- What to do -
Each entry must be restated word for word, with nothing omitted.

- Extracted information -
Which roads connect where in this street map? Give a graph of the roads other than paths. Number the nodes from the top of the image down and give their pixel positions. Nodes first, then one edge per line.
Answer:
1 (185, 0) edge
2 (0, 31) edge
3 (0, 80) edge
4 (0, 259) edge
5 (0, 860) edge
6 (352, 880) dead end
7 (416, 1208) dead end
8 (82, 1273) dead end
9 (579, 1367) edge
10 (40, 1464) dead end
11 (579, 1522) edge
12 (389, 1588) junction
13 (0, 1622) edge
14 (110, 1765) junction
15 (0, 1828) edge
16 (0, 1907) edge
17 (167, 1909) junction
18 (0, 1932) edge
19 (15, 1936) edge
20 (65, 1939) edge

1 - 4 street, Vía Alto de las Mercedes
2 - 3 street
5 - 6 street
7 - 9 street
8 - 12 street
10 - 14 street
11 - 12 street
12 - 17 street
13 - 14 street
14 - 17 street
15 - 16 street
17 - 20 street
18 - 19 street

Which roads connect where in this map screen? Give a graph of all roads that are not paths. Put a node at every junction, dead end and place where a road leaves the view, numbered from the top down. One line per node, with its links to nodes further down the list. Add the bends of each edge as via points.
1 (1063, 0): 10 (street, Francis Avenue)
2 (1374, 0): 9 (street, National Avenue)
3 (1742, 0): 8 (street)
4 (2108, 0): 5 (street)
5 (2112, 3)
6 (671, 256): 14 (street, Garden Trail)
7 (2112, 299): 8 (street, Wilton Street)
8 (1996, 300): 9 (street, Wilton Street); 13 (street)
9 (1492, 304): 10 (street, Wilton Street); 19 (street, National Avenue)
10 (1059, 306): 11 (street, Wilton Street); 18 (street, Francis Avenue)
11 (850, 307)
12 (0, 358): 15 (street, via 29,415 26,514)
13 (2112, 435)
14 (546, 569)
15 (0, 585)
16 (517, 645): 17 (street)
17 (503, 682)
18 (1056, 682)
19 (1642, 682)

- Reply -
Which roads connect where in this street map? Give a graph of the roads other than paths. Number the nodes from the top of the image down and give their pixel positions. Nodes first, then one edge per line.
Answer:
1 (185, 0) edge
2 (0, 31) edge
3 (0, 80) edge
4 (0, 259) edge
5 (0, 860) edge
6 (352, 880) dead end
7 (416, 1208) dead end
8 (82, 1273) dead end
9 (579, 1367) edge
10 (40, 1464) dead end
11 (579, 1522) edge
12 (389, 1588) junction
13 (0, 1622) edge
14 (110, 1765) junction
15 (0, 1828) edge
16 (0, 1907) edge
17 (167, 1909) junction
18 (0, 1932) edge
19 (15, 1936) edge
20 (65, 1939) edge

1 - 4 street, Vía Alto de las Mercedes
2 - 3 street
5 - 6 street
7 - 9 street
8 - 12 street
10 - 14 street
11 - 12 street
12 - 17 street
13 - 14 street
14 - 17 street
15 - 16 street
17 - 20 street
18 - 19 street

Which roads connect where in this map screen? Give a graph of all roads that are not paths. Put a node at every junction, dead end and place where a road leaves the view, numbered from the top down. One line per node, with its links to nodes further down the list. Add the bends of each edge as via points.
1 (1063, 0): 10 (street, Francis Avenue)
2 (1374, 0): 9 (street, National Avenue)
3 (1742, 0): 8 (street)
4 (2108, 0): 5 (street)
5 (2112, 3)
6 (671, 256): 14 (street, Garden Trail)
7 (2112, 299): 8 (street, Wilton Street)
8 (1996, 300): 9 (street, Wilton Street); 13 (street)
9 (1492, 304): 10 (street, Wilton Street); 19 (street, National Avenue)
10 (1059, 306): 11 (street, Wilton Street); 18 (street, Francis Avenue)
11 (850, 307)
12 (0, 358): 15 (street, via 29,415 26,514)
13 (2112, 435)
14 (546, 569)
15 (0, 585)
16 (517, 645): 17 (street)
17 (503, 682)
18 (1056, 682)
19 (1642, 682)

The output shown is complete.